La situación se prolongaba algunos segundos hasta que súbitamente, y sin que nada hubiese cambiado, su mirada volvía a perderse y el letargo retomaba el mando de sus 87 primaveras. Dos minutos de vacío más tarde su cadencia de cuchareo recuperaba el carácter mecánico y sus comisuras volvían a dejar escapar dos hilos de sopa que, invariablemente, terminaban en el mantel de hule. Mientras tanto, el alboroto apenas se detenía.
Las bromas se entremezclaban entonces con severísimas afirmaciones  supuestamente basadas en la rigidez del método científico. Por ejemplo, Martín Noriega sostenía con vehemencia que las breves extremidades de Vicente eran la prueba definitiva de que había sido poseído por un ser de las tinieblas, observación aprovechada por los defensores de las tesis “paticortas” para lanzar vítores y palmas. La parte contraria reaccionaba, por supuesto, con abucheos y el consiguiente aporreo de la mesa.

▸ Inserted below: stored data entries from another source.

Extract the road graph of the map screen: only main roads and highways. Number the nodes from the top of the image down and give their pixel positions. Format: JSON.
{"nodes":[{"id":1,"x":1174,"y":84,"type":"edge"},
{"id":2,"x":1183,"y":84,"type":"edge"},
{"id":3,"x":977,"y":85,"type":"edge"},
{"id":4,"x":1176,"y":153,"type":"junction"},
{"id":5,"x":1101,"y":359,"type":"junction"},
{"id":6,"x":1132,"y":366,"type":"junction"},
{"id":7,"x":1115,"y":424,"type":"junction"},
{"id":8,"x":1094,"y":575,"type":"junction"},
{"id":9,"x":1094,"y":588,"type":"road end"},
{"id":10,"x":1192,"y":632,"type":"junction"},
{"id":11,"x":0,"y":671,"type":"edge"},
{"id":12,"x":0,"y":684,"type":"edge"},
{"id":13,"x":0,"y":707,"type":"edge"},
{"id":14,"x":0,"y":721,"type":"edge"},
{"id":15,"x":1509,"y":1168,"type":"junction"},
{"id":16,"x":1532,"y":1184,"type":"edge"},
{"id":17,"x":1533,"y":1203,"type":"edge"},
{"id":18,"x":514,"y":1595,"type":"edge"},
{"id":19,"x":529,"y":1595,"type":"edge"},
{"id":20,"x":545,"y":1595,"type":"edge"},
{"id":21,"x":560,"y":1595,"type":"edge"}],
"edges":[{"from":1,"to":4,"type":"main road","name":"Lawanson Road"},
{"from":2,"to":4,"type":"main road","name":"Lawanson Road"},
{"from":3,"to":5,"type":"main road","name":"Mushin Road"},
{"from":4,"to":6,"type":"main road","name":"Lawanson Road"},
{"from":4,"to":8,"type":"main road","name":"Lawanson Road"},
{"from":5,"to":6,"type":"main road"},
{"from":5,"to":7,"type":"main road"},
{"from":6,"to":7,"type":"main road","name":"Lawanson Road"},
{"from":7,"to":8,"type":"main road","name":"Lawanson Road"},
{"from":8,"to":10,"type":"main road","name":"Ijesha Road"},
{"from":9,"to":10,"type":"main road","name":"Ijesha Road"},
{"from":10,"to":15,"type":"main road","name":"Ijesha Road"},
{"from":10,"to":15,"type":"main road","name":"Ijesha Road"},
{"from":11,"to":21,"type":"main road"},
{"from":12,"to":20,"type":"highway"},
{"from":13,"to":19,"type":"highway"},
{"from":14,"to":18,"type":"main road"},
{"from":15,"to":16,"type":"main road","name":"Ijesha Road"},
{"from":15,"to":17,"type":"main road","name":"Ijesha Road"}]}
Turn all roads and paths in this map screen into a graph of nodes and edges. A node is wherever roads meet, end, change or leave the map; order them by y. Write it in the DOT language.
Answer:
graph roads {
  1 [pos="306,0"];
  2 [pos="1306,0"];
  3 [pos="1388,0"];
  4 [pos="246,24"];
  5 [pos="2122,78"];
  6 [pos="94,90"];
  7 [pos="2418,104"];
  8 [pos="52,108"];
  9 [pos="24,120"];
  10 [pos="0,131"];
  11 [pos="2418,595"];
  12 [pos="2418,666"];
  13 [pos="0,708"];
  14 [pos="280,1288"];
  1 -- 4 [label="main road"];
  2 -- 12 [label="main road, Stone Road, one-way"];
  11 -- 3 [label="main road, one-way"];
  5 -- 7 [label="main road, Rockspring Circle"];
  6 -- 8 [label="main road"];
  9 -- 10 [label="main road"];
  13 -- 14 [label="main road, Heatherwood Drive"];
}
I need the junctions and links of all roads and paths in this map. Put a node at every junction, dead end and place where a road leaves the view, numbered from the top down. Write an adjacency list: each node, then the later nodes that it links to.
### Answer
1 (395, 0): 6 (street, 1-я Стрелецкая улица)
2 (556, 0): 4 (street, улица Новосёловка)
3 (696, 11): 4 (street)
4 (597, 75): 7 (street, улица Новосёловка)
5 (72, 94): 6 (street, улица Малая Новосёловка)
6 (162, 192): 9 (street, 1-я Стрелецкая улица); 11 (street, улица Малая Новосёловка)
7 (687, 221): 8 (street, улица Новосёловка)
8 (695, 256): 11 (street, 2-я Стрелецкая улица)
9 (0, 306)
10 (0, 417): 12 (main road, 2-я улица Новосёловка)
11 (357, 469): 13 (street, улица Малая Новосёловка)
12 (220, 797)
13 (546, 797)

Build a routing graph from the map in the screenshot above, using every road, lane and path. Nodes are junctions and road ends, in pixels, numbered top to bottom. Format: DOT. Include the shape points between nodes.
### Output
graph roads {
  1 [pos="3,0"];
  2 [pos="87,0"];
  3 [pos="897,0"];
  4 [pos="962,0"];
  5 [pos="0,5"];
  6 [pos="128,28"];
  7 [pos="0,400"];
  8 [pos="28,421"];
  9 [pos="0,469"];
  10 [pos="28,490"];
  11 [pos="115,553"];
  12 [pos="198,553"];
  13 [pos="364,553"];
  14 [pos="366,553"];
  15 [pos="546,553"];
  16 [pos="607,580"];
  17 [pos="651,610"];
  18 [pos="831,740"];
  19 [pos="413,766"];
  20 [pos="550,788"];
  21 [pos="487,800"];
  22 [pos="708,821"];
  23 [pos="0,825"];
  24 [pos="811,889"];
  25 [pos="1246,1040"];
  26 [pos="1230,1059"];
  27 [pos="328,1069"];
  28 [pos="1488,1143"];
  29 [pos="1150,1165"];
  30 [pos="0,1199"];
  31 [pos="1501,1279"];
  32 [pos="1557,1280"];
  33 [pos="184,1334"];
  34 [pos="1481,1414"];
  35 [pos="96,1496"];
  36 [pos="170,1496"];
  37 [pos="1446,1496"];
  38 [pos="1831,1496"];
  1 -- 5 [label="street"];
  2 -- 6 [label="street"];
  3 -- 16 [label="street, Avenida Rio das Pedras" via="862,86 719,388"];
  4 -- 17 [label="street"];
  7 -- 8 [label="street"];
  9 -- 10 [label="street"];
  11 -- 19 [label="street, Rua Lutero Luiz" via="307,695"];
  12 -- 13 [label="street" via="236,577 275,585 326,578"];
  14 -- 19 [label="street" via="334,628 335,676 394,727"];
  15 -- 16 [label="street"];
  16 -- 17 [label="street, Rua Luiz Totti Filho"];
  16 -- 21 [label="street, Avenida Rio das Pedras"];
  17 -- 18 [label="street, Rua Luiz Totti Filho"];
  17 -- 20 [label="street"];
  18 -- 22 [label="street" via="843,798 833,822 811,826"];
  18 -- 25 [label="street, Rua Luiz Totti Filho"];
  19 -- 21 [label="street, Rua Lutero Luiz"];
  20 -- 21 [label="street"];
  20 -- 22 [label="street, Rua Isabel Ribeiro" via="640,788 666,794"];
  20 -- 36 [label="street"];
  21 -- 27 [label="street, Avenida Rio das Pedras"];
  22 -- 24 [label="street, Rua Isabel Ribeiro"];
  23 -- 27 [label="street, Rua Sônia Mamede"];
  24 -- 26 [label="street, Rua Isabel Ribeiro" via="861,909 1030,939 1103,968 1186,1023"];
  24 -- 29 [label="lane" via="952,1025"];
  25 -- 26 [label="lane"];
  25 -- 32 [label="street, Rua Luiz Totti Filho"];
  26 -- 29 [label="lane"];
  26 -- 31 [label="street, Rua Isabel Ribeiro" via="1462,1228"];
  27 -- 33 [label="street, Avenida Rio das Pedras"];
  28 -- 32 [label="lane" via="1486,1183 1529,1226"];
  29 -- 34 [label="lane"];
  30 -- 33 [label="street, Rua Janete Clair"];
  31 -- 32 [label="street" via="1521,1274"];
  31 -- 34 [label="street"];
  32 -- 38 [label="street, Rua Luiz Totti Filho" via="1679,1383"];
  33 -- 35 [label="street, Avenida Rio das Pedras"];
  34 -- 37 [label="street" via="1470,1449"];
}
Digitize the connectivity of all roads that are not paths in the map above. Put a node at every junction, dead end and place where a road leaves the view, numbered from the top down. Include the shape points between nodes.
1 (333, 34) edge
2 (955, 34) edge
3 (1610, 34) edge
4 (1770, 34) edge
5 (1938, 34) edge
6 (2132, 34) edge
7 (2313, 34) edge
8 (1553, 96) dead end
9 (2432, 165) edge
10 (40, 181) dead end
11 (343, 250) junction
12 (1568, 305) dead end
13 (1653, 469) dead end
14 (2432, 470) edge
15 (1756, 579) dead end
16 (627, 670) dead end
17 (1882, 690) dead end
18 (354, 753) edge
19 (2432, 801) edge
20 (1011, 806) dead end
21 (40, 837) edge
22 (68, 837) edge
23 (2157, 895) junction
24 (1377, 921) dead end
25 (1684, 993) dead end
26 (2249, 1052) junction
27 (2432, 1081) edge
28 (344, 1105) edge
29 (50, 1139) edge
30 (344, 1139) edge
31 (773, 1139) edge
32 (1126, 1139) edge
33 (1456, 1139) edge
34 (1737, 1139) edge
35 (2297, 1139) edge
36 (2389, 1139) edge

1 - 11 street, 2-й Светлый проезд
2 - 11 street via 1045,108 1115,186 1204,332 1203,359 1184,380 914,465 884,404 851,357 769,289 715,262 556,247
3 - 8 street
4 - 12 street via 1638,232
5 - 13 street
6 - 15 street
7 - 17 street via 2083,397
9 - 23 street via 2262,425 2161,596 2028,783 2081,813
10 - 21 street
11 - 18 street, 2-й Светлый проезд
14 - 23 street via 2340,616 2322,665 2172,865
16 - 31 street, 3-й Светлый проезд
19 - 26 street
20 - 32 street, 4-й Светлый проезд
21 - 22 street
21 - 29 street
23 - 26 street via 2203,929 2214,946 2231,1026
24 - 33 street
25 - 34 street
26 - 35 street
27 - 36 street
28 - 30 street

A poca distancia, Vicente el Sapo seguía el debate dando cuenta de su ración y renegando con la cabeza, y de tanto en tanto soltaba un “capullos” con la boca llena, que los demás obviamente ignoraban.
El litigio se mantenía vivo durante el camino de vuelta a las aulas y sólo se daba por zanjado cuando don Javier Sádaba iniciaba su estrambótica clase de matemáticas. Aún así, de vez en cuando algún exaltado todavía llegaba a susurrar entre dientes un escueto “c-u-l-i-b-a-j-o”, como si le fuera la vida en pronunciar la última palabra.
 
De entre todos los amigos que llegué a hacer en el internado, Boni Burrajo era, con mucha diferencia, el más agraciado. José Corbacho era bizco, Roberto “Miserias” y Julián Arano llevaban gafas de culo de vaso, Pepe “el Congrio” era largo y flaco como una culebra (de ahí el apodo), mientras que el pelo de Emilio Sanjuán siempre supuraba una mezcla de aceite y caspa, sin que las lociones y potingues que su madre le mandaba desde Tomelloso le sirvieran para gran cosa. Todos nos creíamos del montón, pero en realidad éramos adolescentes feos, antiguos y pasados de moda incluso para los años grises que nos tocó vivir.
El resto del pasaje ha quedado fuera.